Apr 19 ’10
Using In-Memory Tables to Optimize Your Mainframe Environment
As businesses try to do more with less and maximize their return on hardware and software investments, optimizing mainframe infrastructure is key. It can offer immediate benefits in performance and revenue, especially to those facing increasing transaction volumes and tight batch-processing windows. Maximizing the Millions of Instructions Per Second (MIPS) a mainframe processes can annually save companies millions of dollars. In situations where mission-critical applications process hundreds of thousands of transactions per hour, maximizing MIPS is imperative.

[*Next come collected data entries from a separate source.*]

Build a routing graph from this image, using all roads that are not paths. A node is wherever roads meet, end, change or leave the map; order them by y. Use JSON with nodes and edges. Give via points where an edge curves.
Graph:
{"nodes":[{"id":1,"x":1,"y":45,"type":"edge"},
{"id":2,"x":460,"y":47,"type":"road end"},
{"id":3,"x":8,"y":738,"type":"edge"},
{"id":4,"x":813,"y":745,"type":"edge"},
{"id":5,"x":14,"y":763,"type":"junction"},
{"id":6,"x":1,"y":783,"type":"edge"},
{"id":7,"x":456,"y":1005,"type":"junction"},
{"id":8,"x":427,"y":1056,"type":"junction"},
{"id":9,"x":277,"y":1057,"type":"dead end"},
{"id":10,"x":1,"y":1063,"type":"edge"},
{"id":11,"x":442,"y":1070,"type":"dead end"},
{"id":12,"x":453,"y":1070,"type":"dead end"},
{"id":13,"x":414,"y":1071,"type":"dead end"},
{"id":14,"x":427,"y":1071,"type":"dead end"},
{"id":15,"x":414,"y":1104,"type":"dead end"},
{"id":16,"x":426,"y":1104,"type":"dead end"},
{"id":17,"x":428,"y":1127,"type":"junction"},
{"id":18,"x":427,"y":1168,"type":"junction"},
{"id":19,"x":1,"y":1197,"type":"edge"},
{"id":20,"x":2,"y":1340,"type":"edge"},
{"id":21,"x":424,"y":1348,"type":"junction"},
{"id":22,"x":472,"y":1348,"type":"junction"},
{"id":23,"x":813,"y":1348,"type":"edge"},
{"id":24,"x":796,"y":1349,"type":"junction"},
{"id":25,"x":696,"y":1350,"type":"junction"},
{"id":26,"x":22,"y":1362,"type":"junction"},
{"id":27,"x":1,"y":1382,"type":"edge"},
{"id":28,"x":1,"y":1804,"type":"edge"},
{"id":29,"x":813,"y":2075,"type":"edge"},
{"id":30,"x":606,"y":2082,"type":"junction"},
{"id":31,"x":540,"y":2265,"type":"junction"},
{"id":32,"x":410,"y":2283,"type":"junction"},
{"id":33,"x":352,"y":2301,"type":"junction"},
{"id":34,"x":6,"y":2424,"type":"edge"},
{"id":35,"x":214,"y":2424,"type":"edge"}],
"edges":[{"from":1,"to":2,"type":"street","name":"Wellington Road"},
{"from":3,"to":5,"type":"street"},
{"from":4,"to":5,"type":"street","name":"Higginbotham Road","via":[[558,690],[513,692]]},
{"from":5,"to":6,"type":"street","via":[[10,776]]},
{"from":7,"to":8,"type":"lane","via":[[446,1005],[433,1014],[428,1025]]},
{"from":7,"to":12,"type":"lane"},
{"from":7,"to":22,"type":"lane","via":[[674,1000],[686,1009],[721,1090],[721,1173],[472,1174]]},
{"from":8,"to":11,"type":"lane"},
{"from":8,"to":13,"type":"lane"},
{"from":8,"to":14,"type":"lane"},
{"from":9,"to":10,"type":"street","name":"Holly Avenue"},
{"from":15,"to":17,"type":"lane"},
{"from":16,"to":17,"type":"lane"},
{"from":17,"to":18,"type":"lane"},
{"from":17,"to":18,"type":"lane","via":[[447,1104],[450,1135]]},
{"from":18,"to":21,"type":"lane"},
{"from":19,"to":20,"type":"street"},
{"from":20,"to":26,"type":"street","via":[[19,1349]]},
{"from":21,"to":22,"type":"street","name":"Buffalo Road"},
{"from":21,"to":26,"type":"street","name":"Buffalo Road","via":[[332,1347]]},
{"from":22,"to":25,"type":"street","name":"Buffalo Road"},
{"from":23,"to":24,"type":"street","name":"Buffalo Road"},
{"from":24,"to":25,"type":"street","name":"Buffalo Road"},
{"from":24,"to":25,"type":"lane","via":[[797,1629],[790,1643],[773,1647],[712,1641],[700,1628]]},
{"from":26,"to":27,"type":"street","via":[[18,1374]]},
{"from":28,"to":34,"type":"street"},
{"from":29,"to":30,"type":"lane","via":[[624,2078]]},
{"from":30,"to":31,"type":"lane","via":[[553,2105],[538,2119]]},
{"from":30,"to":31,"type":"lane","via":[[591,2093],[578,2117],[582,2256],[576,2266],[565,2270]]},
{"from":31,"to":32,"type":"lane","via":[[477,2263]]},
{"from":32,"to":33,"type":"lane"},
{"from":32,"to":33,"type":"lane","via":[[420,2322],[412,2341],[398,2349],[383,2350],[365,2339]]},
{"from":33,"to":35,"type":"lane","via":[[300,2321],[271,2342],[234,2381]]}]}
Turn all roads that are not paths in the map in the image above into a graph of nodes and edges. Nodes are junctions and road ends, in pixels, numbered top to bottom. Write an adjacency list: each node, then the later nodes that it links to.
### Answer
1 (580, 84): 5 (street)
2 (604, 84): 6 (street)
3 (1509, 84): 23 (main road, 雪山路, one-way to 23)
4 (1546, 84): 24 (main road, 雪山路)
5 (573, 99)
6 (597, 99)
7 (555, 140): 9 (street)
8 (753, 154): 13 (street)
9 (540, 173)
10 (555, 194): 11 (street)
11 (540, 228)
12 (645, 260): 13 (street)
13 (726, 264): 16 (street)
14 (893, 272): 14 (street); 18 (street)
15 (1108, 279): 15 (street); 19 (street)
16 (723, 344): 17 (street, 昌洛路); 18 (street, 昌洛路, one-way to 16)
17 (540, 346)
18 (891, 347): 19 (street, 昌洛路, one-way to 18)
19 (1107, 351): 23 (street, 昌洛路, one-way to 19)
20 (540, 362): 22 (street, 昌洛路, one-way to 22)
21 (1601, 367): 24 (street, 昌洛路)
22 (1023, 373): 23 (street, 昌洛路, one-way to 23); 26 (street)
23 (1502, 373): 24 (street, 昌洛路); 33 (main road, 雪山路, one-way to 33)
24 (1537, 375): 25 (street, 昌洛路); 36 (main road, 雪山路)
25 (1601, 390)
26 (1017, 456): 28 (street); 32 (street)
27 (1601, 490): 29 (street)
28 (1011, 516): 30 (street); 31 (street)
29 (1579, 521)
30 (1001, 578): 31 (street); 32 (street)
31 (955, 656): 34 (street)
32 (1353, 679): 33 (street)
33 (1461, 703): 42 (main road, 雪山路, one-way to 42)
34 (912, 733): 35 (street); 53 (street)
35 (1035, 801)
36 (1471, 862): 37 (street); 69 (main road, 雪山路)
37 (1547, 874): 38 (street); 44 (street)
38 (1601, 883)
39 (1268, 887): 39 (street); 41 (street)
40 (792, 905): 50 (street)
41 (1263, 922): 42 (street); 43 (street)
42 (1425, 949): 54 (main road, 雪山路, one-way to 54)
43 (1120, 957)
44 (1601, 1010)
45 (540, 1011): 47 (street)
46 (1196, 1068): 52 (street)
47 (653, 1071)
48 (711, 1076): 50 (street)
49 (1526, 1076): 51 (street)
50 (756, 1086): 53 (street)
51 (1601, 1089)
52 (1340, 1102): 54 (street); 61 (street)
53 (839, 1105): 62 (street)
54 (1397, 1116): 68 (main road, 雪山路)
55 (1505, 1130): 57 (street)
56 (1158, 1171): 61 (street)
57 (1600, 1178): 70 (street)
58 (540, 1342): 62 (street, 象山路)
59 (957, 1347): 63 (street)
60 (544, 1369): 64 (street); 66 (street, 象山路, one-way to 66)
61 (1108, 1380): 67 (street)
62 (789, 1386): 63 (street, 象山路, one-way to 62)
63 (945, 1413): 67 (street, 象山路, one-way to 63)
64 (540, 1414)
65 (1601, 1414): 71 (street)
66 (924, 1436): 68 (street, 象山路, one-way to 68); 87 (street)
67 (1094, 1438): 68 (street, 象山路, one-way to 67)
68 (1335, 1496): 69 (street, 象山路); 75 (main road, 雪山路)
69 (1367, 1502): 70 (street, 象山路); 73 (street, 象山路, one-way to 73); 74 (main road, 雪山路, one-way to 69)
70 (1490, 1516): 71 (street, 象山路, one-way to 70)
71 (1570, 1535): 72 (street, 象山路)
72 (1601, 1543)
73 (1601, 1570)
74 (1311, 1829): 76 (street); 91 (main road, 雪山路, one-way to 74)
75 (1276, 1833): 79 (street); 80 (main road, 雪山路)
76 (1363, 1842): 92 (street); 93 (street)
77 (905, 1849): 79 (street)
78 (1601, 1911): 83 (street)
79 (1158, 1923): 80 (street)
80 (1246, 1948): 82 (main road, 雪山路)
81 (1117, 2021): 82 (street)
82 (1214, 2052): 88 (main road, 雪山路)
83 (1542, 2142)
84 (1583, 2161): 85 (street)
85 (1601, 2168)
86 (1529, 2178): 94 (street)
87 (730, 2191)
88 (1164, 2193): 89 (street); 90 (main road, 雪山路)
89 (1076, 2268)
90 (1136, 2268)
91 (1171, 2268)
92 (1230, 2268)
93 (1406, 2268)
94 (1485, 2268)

Companies can take several approaches to optimize their mainframe environments, increase capacity, and reduce costs. This article focuses on the use of in-memory tables and table-driven design to address data access inefficiencies and maintenance issues.
In-Memory Tables Overview
In-memory table management complements the features of a DBMS and adds programming power and performance to virtually any application running on z/OS. Production systems often suffer from poor performance or expensive maintenance requirements. To reduce costs and promote responsiveness to business changes, these systems are easily updated with in-memory tables. The greatest benefits occur when the transaction volumes are large or complex.
An in-memory table management system that enables externalization of rules from the applications is a powerful advantage for any application designer. Many applications can benefit when program behavior is remotely managed by the people who use the system.
A daily database update process may flawlessly perform its automated task, but if it takes 25 hours to execute, it’s useless. This situation is a real concern to large organizations with rapidly increasing transaction volumes. Often, appropriate use of memory-resident tables has dramatically dropped the elapsed time of an otherwise well-tuned process from 12 hours to 40 minutes or three hours to five minutes.
Implementing in-memory table access is often a straightforward task that involves replacing tabular data in an external file with corresponding main memory tables of identical design. The purpose is to minimize I/O by buffering the entire table in memory and dramatically reduce the instruction path for accesses. The same logic extends to replacing tables for any file organization or DBMS, assuming the data meets the requirements for reference data or temporary data.
This approach doesn’t have functional requirements beyond those already available with standard file or DBMS processing; it doesn’t require legacy-oriented application programmers to change their approach. It merely requires a simple one-to-one replacement of file or DBMS accesses with the equivalent in-memory-table access call.
To help determine whether a table belongs in a DBMS or in memory, it’s useful to think in terms of process-related data and data that’s processed. Process-related data is information that tailors the process for a specific set of circumstances. Data to be processed consists of the primary input and output. With this in mind, we can group the entire data content used by applications into three classes: database data, reference data, and temporary data.
Database Data Class
DB2, IMS, and VSAM contain data that’s processed and represents the bulk (80 percent) of the data that applications process. This data is typically randomly processed. Examples are customers updating their own profiles online, or an entire DBMS table processed sequentially in a batch application to create monthly statements. Because data is simultaneously accessed and updated, data hardening using I/O is unavoidable and necessary. Access performance isn’t as critical as for temporary or reference data because the same data row isn’t repeatedly accessed.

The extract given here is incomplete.